Staatspräsident Recep Tayyip Erdogan postete neulich Fotos von sich selbst mit der Katze seiner Enkelin Aybike, die ihm beim Zeitungslesen in seinem Palast auf dem Schoß herumkrabbelt. Die Katze sei an der Tagespolitik sehr interessiert, hieß es im Begleittext zu den Bildern, die Erdogan beseelt lächelnd zeigen – ein äußerst seltenes Mienenspiel bei dem Präsidenten. Mehr als hunderttausend „Likes“ sammelten die Bilder alleine auf Twitter, weshalb Oppositionsführer Kemal Kilicdaroglu bald nachzog: Sein Foto zeigte ihn mit einer Katze auf seinem Schreibtisch, die türkische Fahne im Hintergrund.

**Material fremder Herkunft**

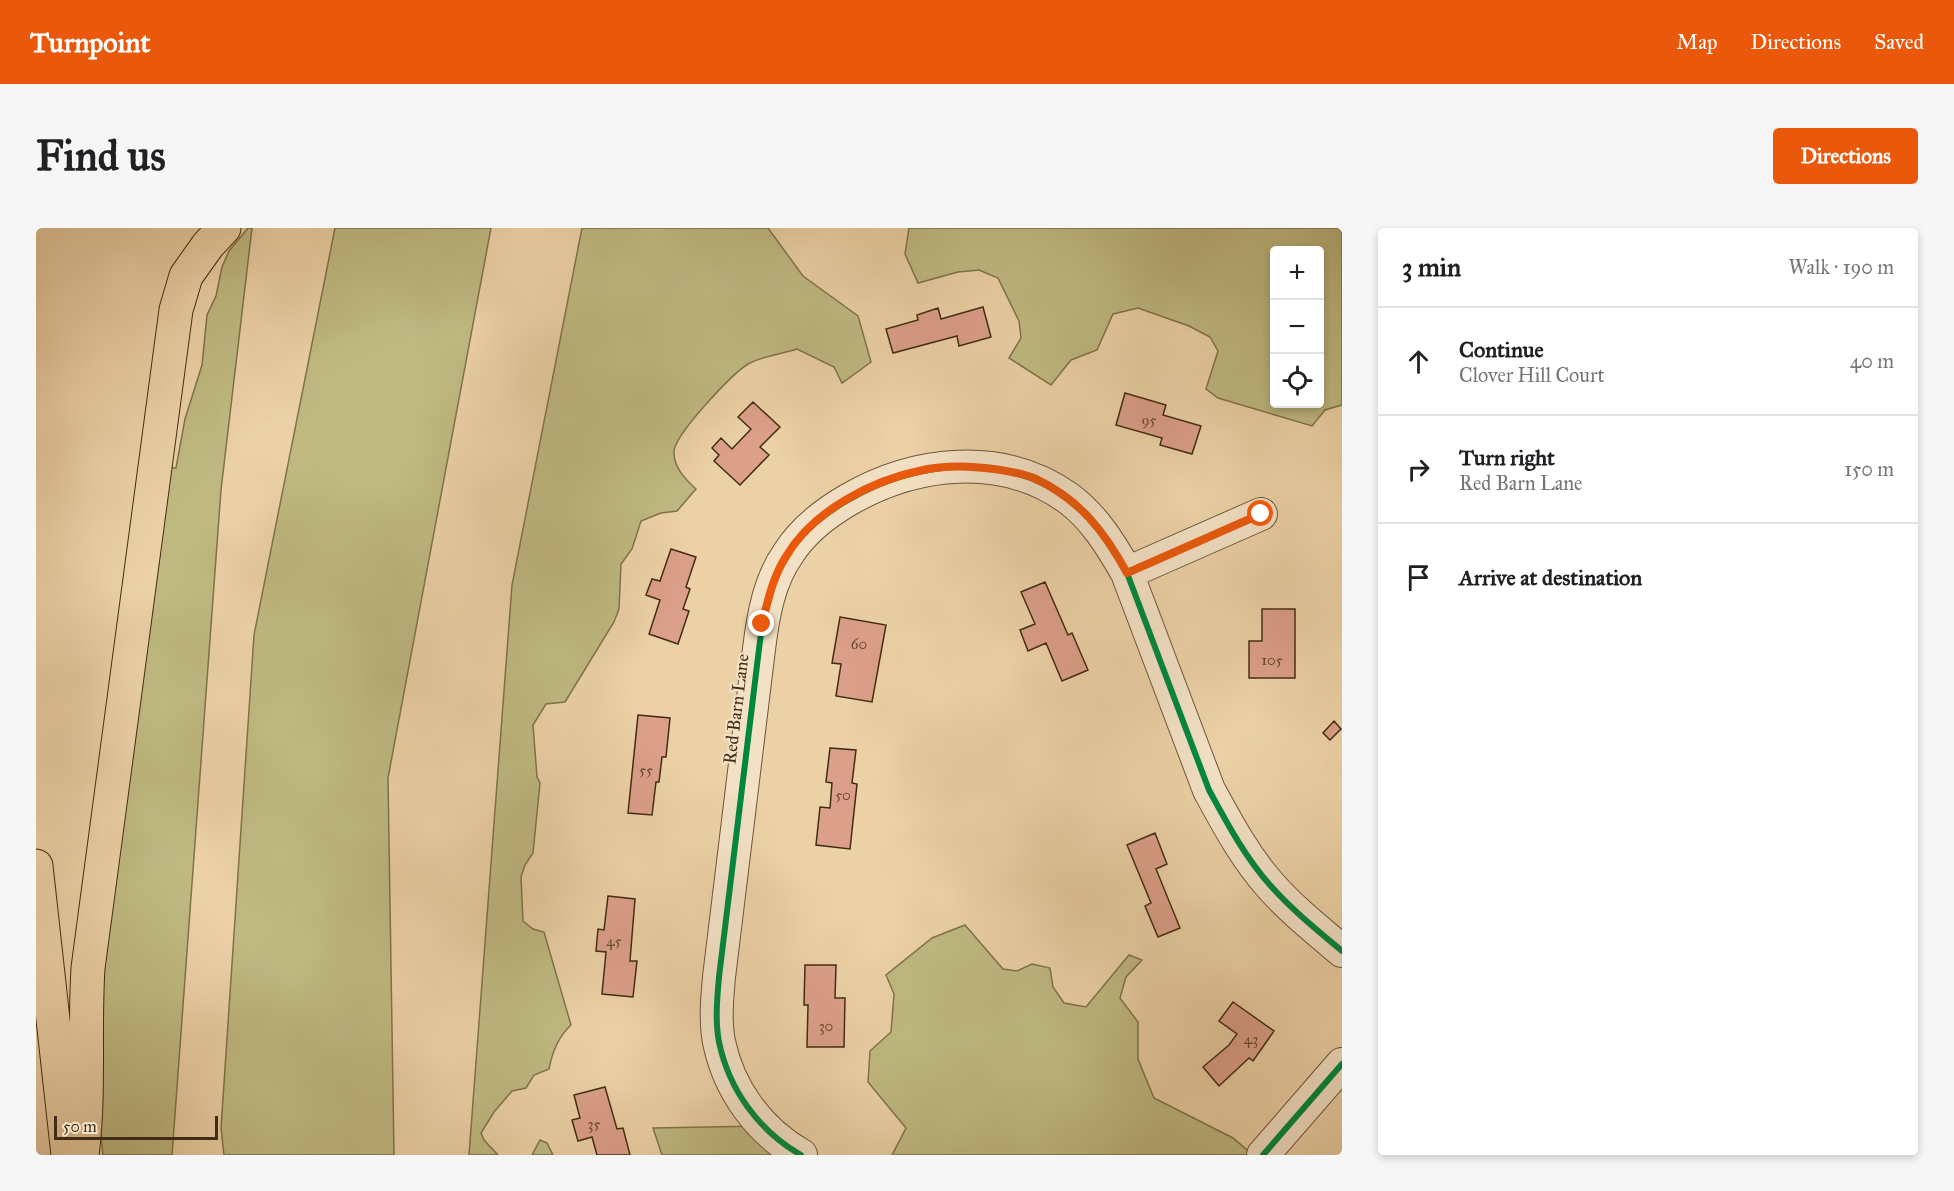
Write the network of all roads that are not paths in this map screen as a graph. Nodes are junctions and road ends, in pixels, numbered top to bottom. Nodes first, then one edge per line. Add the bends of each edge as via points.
1 (224, 228) edge
2 (1261, 514) dead end
3 (1127, 573) junction
4 (36, 866) edge
5 (1342, 951) edge
6 (1342, 1064) edge
7 (68, 1155) edge
8 (82, 1155) edge
9 (801, 1155) edge
10 (1263, 1155) edge

1 - 8 highway via 186,276 176,310 88,968 87,1116
2 - 3 street
3 - 5 street, Red Barn Lane via 1209,790 1226,821 1270,885
3 - 9 street, Red Barn Lane via 1102,532 1069,499 1034,478 975,467 924,470 872,486 817,521 787,555 776,576 762,624 716,1008 727,1071 742,1101 784,1145
4 - 7 highway
6 - 10 street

Boji fährt inzwischen weiter durch Istanbul, doch seine Ruhe ist dahin. Nicht nur wegen der vielen Fans, die ständig Selfies mit ihm machen wollen: Als Maskottchen der oppositionsregierten Stadtverwaltung hat der Hund auch Gegner, die sich im Netz über ihn beschweren. Was freilaufende Hunde in der Straßenbahn zu suchen hätten, fragen sie, und ob Imamoglu wohl die Verantwortung übernehmen werde, wenn Boji jemanden beiße. Der Hund hat andere Sorgen, denn ihm ist die äußerste Demütigung für einen Straßenhund widerfahren: Zu einem Pressetermin führte ihn die Stadtverwaltung jetzt an der Leine vor.